* EXERCISE: Every record below must be returned word for word, with the pictures left out.

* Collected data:
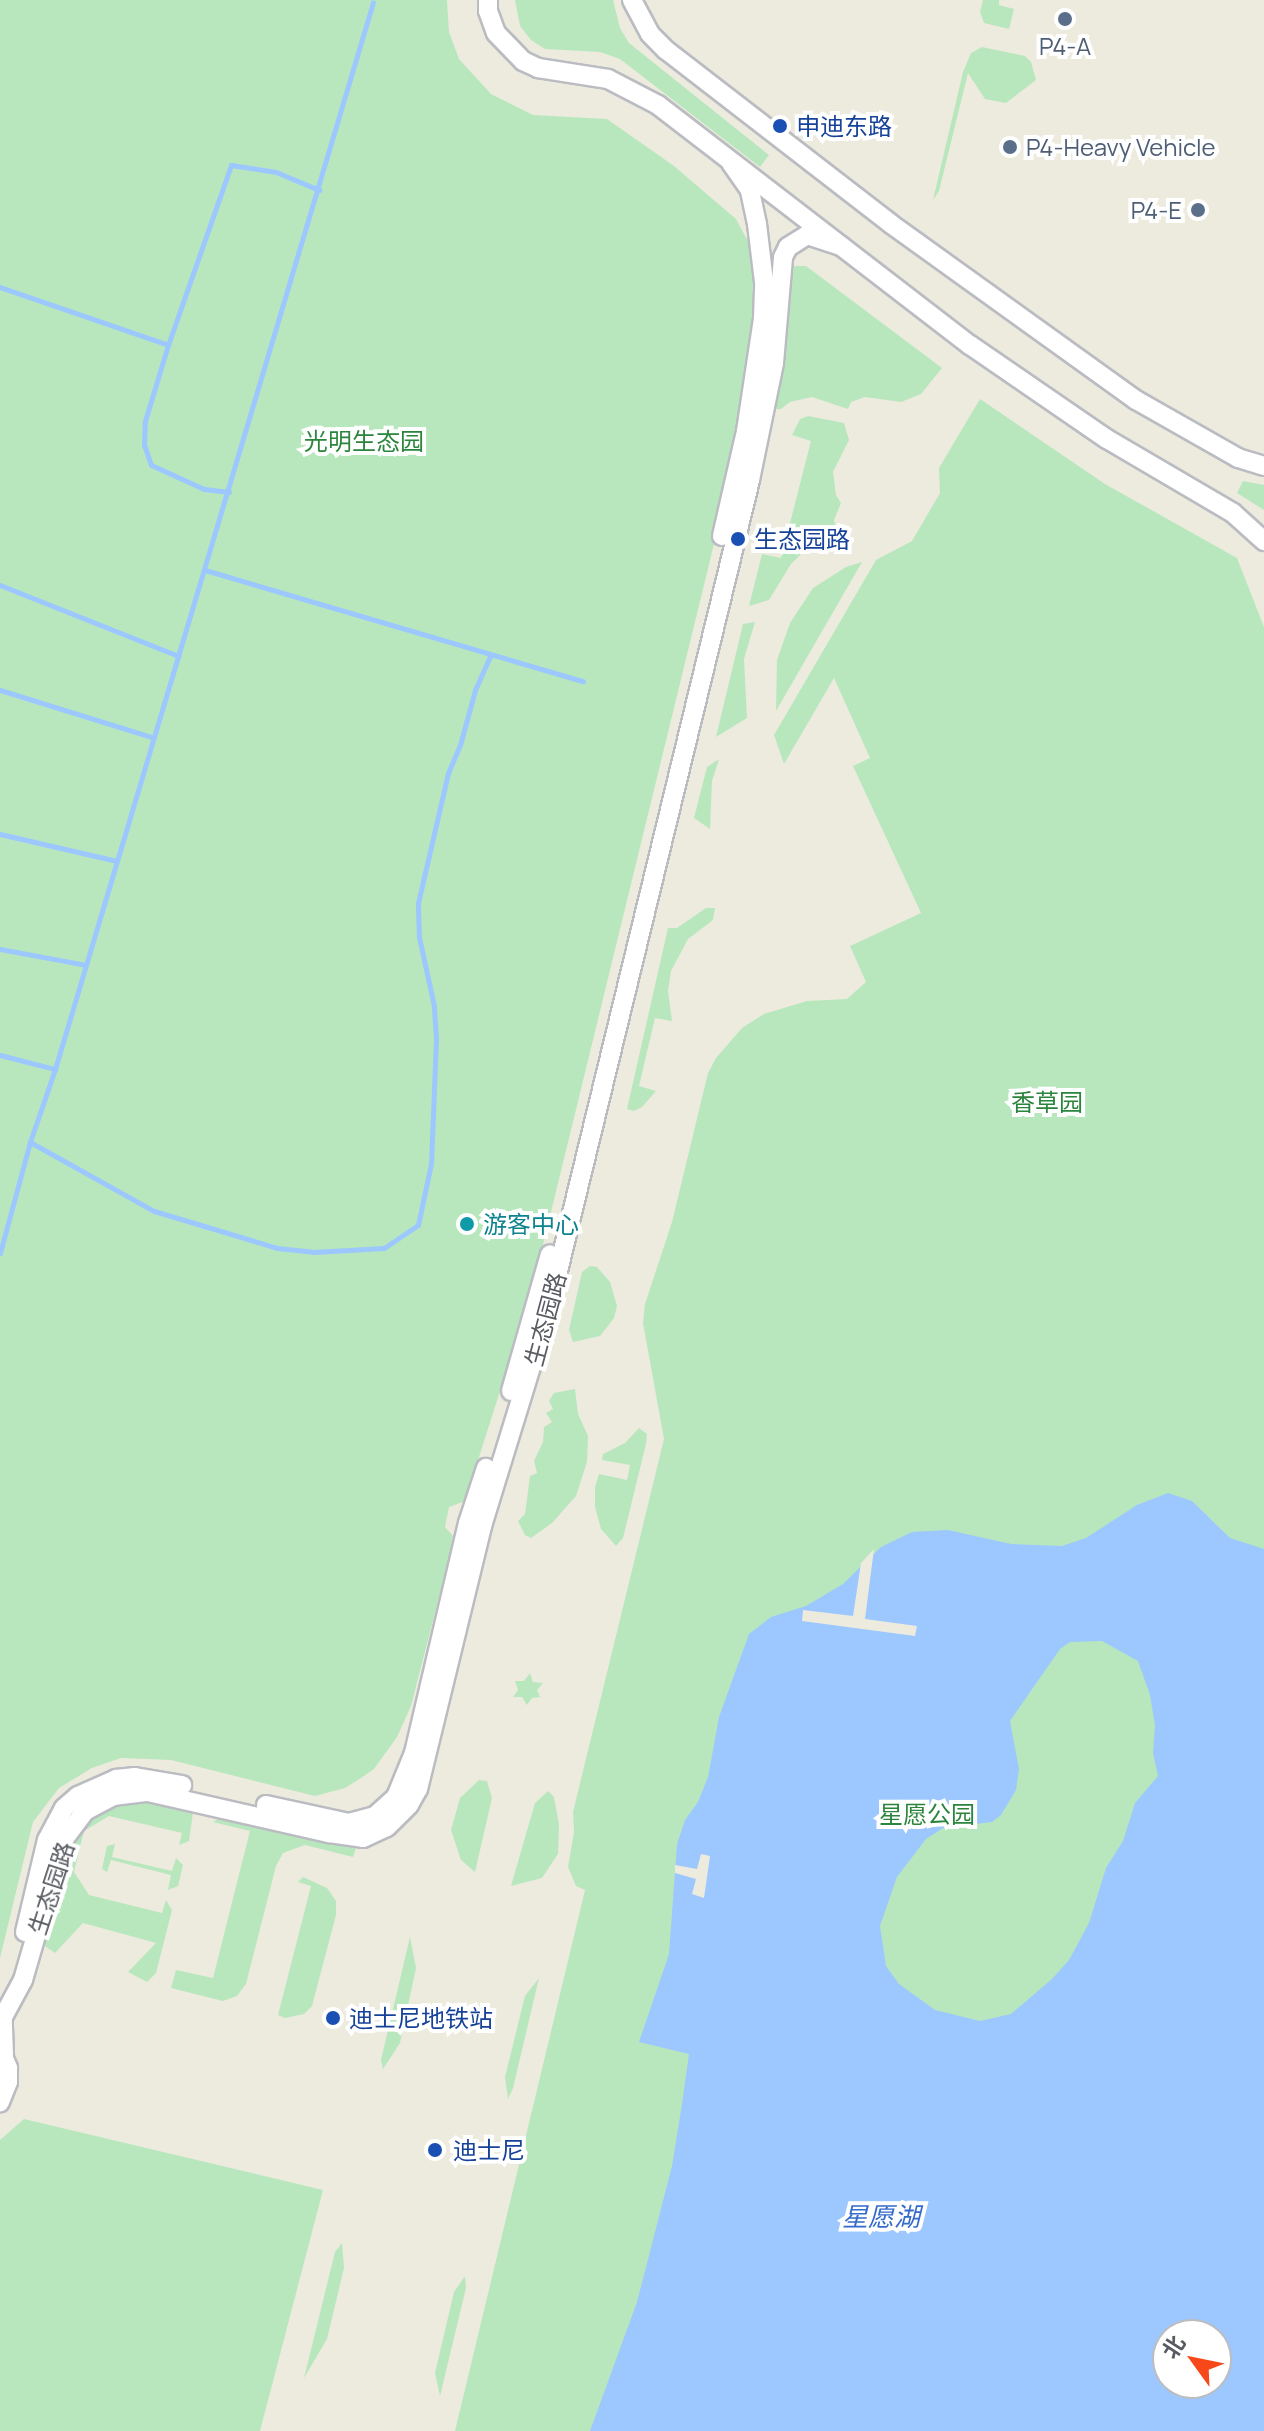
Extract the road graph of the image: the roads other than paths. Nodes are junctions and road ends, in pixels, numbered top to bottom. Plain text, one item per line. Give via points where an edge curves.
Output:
1 (488, 0) edge
2 (632, 0) edge
3 (731, 163) junction
4 (841, 246) junction
5 (1264, 466) edge
6 (1264, 541) edge
7 (0, 1996) edge
8 (2, 2052) edge
9 (0, 2102) edge

1 - 3 street via 496,33 523,61 608,79 658,105
2 - 5 street via 650,34 689,69 891,224 1123,391 1238,458
3 - 4 street
3 - 7 street, 生态园路 via 750,190 764,282 759,363 746,431 570,1177 515,1381 468,1523 404,1781 386,1808 349,1823 154,1779 116,1779 87,1791 64,1808 47,1840 22,1947
4 - 6 street via 997,364 1107,439 1233,513
4 - 8 street, 生态园路 via 807,235 783,257 774,363 750,480 548,1312 485,1513 418,1789 387,1827 363,1838 148,1792 113,1796 85,1811 64,1839 23,1980 3,2017
8 - 9 street via 8,2082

* EXERCISE RESULT:
Extract the road graph of the image: the roads other than paths. Nodes are junctions and road ends, in pixels, numbered top to bottom. Plain text, one item per line. Give via points where an edge curves.
Output:
1 (488, 0) edge
2 (632, 0) edge
3 (731, 163) junction
4 (841, 246) junction
5 (1264, 466) edge
6 (1264, 541) edge
7 (0, 1996) edge
8 (2, 2052) edge
9 (0, 2102) edge

1 - 3 street via 496,33 523,61 608,79 658,105
2 - 5 street via 650,34 689,69 891,224 1123,391 1238,458
3 - 4 street
3 - 7 street, 生态园路 via 750,190 764,282 759,363 746,431 570,1177 515,1381 468,1523 404,1781 386,1808 349,1823 154,1779 116,1779 87,1791 64,1808 47,1840 22,1947
4 - 6 street via 997,364 1107,439 1233,513
4 - 8 street, 生态园路 via 807,235 783,257 774,363 750,480 548,1312 485,1513 418,1789 387,1827 363,1838 148,1792 113,1796 85,1811 64,1839 23,1980 3,2017
8 - 9 street via 8,2082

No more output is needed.